Sponsored post. All opinions are my own. FTC disclosure - free product was provided to blogger for the purpose of review.
Fueling and nutrition are a challenge for every endurance athlete. Ask any set of triathletes, and you will get as many different strong opinions on what works best as there are people. Everyone is different - there is no one-size-fits-all formula for proper nutrition. On long workouts, say over an hour, it becomes even more critical. The traditional wisdom is to consume a large meal with balanced carbs and protein a few hours before a race (or long workout), and a small easily digestible carbohydrate snack 30 minutes prior. Then fuel every 45 to 60 minutes with more carbs. Most sports products like GU gels, Huma Gels, Shot Bloks, and Gatorade offer a mix of electrolytes, naked sugar, and sometimes caffeine.
This is all well and good for people with normal blood sugar. Bear with me - here comes the science (finally that Masters in Biology is good for something!). Most people are familiar with insulin, the hormone secreted by the pancreas that moves sugar from the blood into cells where it can be utilized. This is what diabetics are missing, so that sugar accumulates in their blood without reaching the target cells.

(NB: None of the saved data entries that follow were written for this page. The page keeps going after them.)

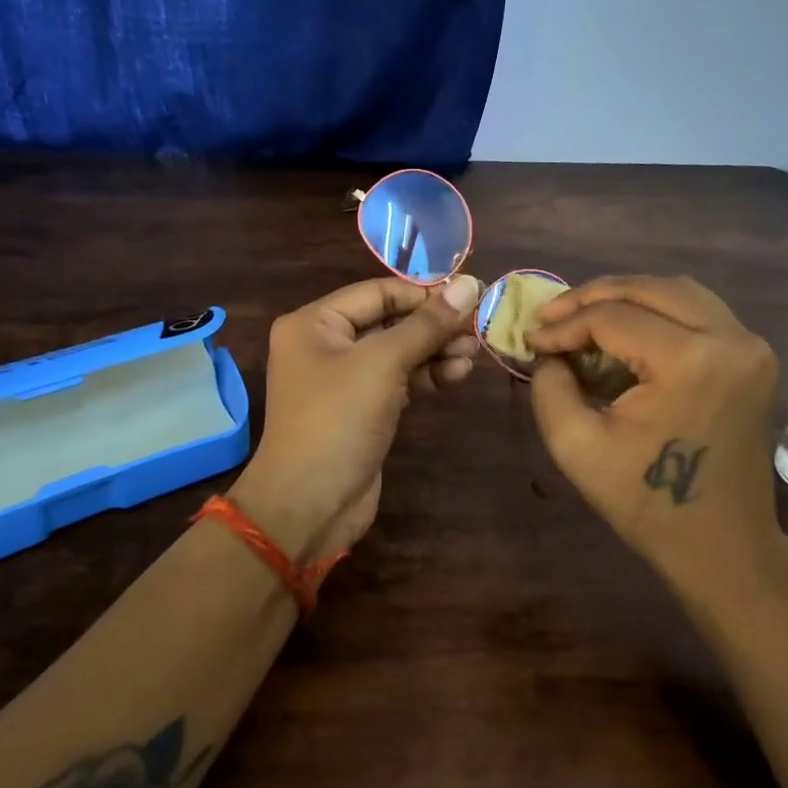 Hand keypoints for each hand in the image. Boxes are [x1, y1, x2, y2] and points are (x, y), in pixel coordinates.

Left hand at [232, 275, 482, 561]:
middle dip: (433, 325)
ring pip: (397, 353)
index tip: (470, 296)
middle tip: (477, 329)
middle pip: (389, 322)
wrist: (310, 504)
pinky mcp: (361, 410)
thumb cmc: (338, 420)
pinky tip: (457, 374)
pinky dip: (425, 376)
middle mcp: (324, 345)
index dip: (424, 293)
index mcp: (314, 322)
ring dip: (435, 351)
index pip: (378, 292)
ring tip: (474, 352)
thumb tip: (470, 283)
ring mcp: (342, 380)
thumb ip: (427, 324)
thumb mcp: (383, 363)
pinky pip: (397, 381)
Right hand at [526, 275, 787, 599]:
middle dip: (593, 296)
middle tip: (550, 315)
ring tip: (583, 318)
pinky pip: (698, 312)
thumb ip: (549, 385)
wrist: (723, 547)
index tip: (531, 338)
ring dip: (627, 297)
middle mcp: (731, 339)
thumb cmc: (647, 504)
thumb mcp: (576, 446)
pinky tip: (624, 333)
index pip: (614, 317)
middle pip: (650, 288)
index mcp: (692, 361)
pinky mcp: (753, 357)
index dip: (565, 324)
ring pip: (678, 291)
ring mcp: (751, 346)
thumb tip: (548, 349)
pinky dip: (656, 312) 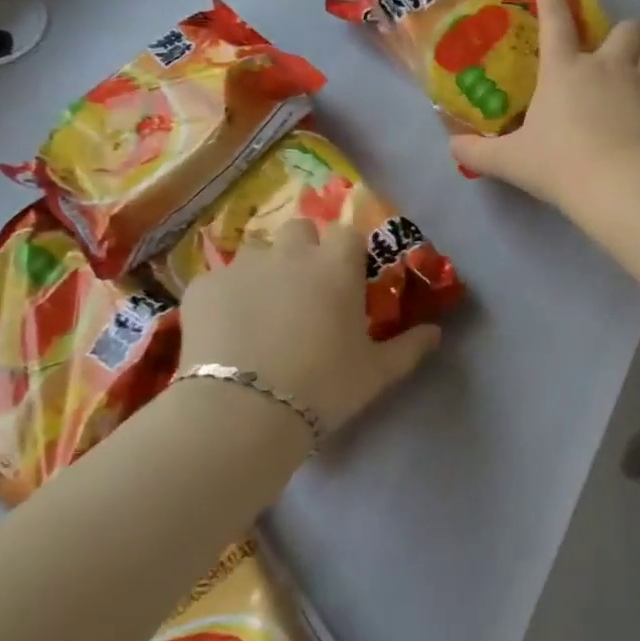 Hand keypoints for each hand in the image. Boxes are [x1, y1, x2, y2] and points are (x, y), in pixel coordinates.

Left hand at [177, 220, 440, 434]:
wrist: (243, 411)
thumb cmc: (323, 386)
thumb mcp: (376, 373)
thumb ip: (409, 347)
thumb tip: (436, 333)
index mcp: (337, 265)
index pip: (348, 233)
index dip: (347, 252)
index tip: (347, 279)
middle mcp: (291, 253)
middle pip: (300, 229)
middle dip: (303, 249)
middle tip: (303, 290)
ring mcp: (242, 266)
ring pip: (256, 251)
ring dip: (263, 270)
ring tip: (260, 311)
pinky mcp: (203, 287)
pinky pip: (217, 281)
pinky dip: (224, 298)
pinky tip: (223, 331)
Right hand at [450, 0, 639, 210]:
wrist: (615, 182)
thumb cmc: (559, 165)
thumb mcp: (510, 161)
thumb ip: (477, 154)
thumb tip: (451, 148)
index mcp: (564, 69)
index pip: (555, 21)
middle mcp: (604, 64)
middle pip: (622, 28)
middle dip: (622, 28)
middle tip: (618, 39) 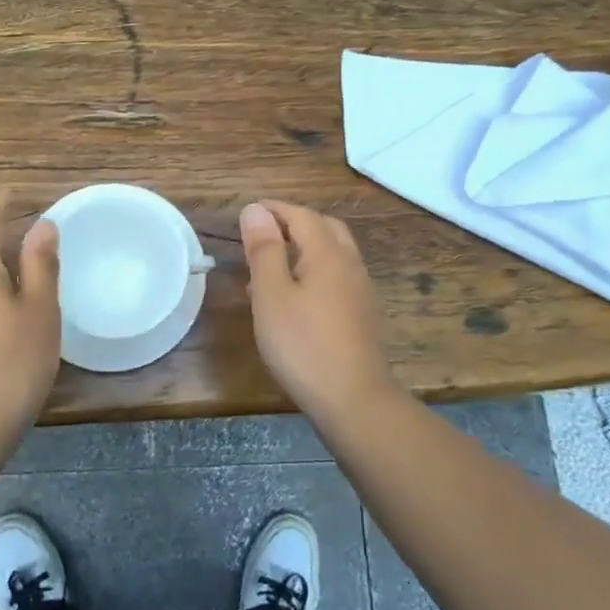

Chronic hypoglycemia is essentially the opposite problem. The pancreas produces too much insulin, especially in reaction to intake of sugar. I was saddled with this diagnosis as a child - I kept passing out in class. Once I even fell off the top row of the choir risers. I visited the school nurse on a daily basis for doses of granola bars. Finally my wise mother took me to the doctor. The test for hypoglycemia is brutal. After 12 hours fasting, you drink one of those sugary orange soda beverages with a bolus of glucose. They then collect urine and blood every 1/2 hour for five hours or until you pass out - whichever comes first. I'll let you guess which I did. I have distinct memories of playing endless rounds of gin rummy with mom (I was a disadvantaged child before IPads were invented), a gap, and then waking up on a stretcher.
In a normal person, when your blood sugar is low, you eat, and no matter you ate, your body produces the correct amount of insulin, which slowly returns your blood sugar to normal levels.
In a hypoglycemic, when you eat, especially if it is straight carbs, your pancreas completely freaks out and overcompensates by flooding your blood stream with insulin. The result is a sugar high, followed by a monster crash. You get dizzy, then cranky, and then turn into a completely scary hell beast with no ability for rational thought. Even my four year old knows to get mommy a snack if I'm being crazy. I have no doubt that all of my struggles with anxiety and depression are related to blood sugar. The antidote to this phenomenon is to always pair carbs with protein. Protein is digested more slowly, so serves to stabilize the blood sugar, avoiding the crash. I am never with peanuts, granola bars, or something in my purse. In my next life I'll be a squirrel.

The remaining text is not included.